Als er zurückkommt, hat er einen Holzstock in der Hand, etwa einen Meter lang
und mit einem zehn Zentimeter langen Metallhaken am Ende.
    »Hier ist Ihr Elefantenhaken. Den werden Sie brauchen. Viel Glück
auch. Was mich angeht, ich will im Leben nie wieder einen Elefanten sehen.« Er
spuckt noch einmal aus und geht.
    August und Marlena starren ihm nach. Ich sehe gerade noch, wie die
Elefantenkuh ihren Rüssel in die Tränke taucht. Dann hebt sie ihn an, zielt und
spritzt den Mann mit solcher Wucht voll, dass das Wasser ihm den Hut vom Kopf
reißt.
    Mit tropfnassem Haar und Hemd bleibt er stehen. Einen Augenblick
lang rührt er sich nicht. Dann wischt er sich das Gesicht ab, hebt den Hut auf,
verbeugt sich vor den erstaunten Menageriearbeitern und geht seiner Wege.

Zehn
    August schnauft und schnaubt und läuft so rot an, dass er
beinahe violett wird. Dann marschiert er davon, wahrscheinlich, um die Sache
mit Onkel Al auszufechten.
    Marlena und ich sehen uns an. Wortlos einigen wir uns, dass keiner
ihm nachgeht.
    Einer nach dem anderen verlassen die Arbeiter die Menagerie. Die
Tiere richten sich, nachdem sie endlich mit Futter und Wasser versorgt wurden,
zur Nacht ein. Am Ende eines verzweifelten Tages herrscht Frieden.
    Allein zurückgeblieben halten Marlena und ich Rosie Fressen vor den
neugierigen Rüssel. Als sie mir mit ihrem merkwürdigen, biegsamen Finger ein
Heubüschel aus der Hand zieht, quietscht Marlena vor Vergnügen. Rosie wirft den
Kopf in den Nacken und öffnet ihr Maul zu einem Lächeln.

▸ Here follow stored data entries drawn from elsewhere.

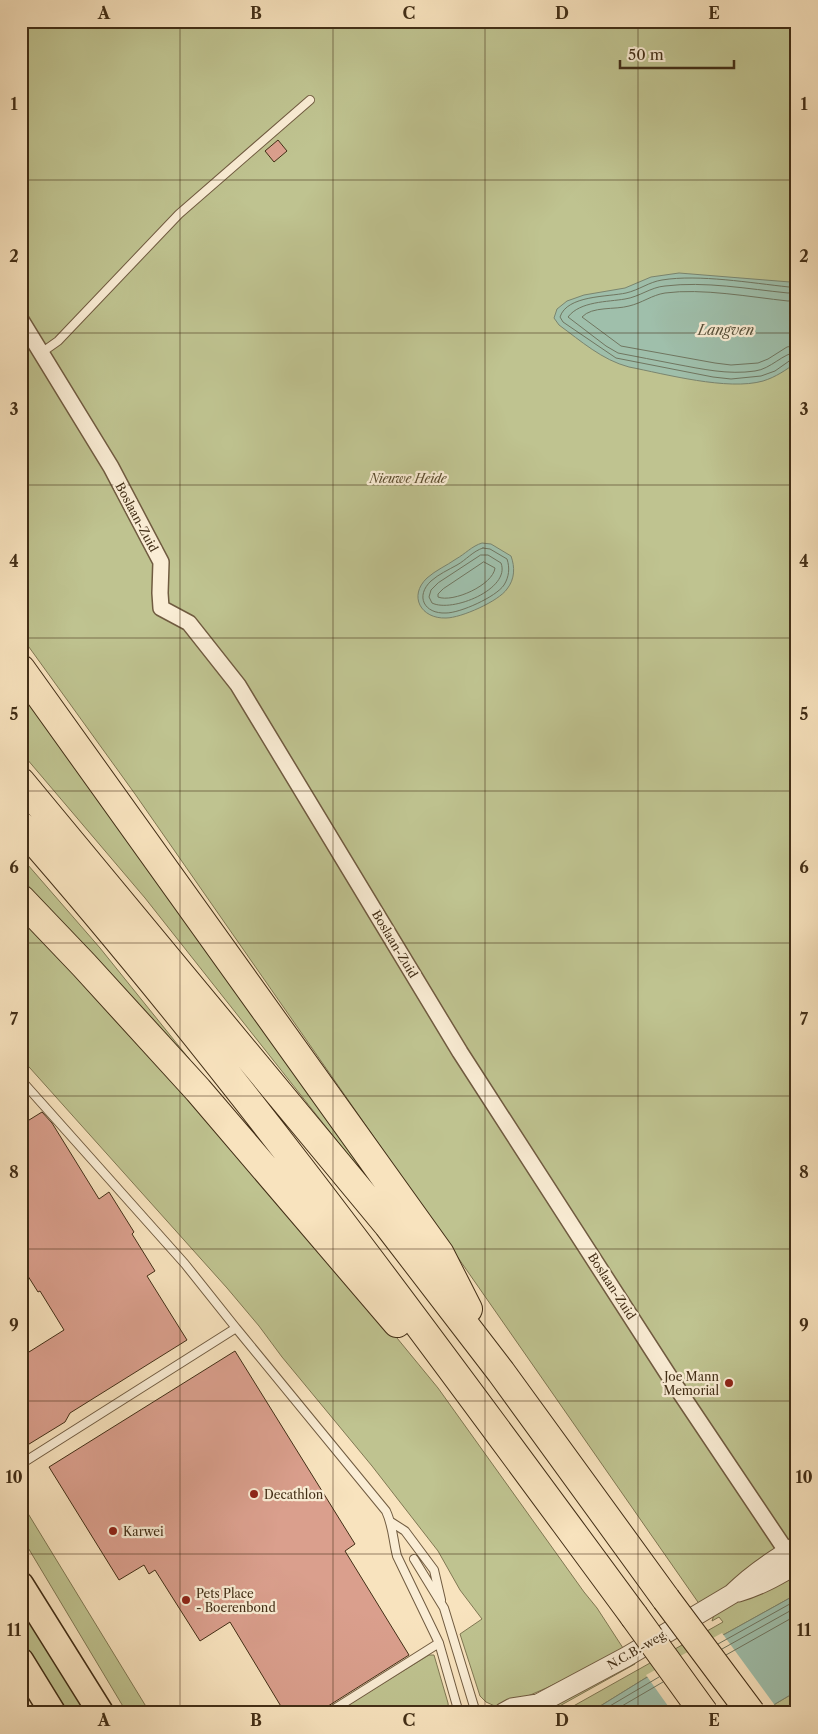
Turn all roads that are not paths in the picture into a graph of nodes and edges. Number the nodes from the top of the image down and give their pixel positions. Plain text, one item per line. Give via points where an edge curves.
1 (310, 100) dead end
2 (21, 320) edge
3 (42, 353) junction
4 (21, 669) edge
5 (21, 782) edge
6 (21, 826) edge
7 (21, 899) edge
8 (21, 1080) edge
9 (236, 1328) junction
10 (502, 1372) junction
11 (471, 1396) junction
12 (21, 1464) edge
13 (391, 1522) junction
14 (794, 1556) edge
15 (414, 1559) dead end
16 (21, 1585) edge
17 (444, 1608) junction
18 (439, 1643) junction
19 (21, 1661) edge
20 (533, 1708) edge
21 (53, 1713) edge
22 (102, 1713) edge
23 (328, 1713) edge
24 (459, 1713) edge
25 (476, 1713) edge
26 (503, 1713) edge
27 (704, 1713) edge
28 (751, 1713) edge

1 - 3 lane via 179,214 58,341
2 - 3 street, Boslaan-Zuid
3 - 14 street, Boslaan-Zuid via 161,562 161,608 188,624 238,685 460,1052 669,1376
4 - 10 highway via 440,1254
5 - 10 highway via 388,1225
6 - 11 highway via 231,1079
7 - 11 highway via 198,1090 388,1314
8 - 9 lane via 185,1264
9 - 12 lane
9 - 13 lane via 386,1511
10 - 28 highway, bridge
11 - 27 highway, bridge
13 - 17 lane via 405,1531 434,1570
13 - 18 lane via 397,1556
14 - 20 street, N.C.B.-weg via 747,1580 732,1594
15 - 17 lane
16 - 22 main road
17 - 25 lane
18 - 23 lane
18 - 24 lane
19 - 21 main road
20 - 26 street, N.C.B.-weg via 512,1708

    Als ich mich nach Marlena umdrehe, merke ich, dass sie mich ansieht.
In der Menagerie hört man nichts als Scharren, Schnauben und leises Kauen.
Draußen, weit entfernt, spielt jemand auf einer Mundharmonika eine
eindringliche Melodie im Dreivierteltakt, die ich nicht wiedererkenne.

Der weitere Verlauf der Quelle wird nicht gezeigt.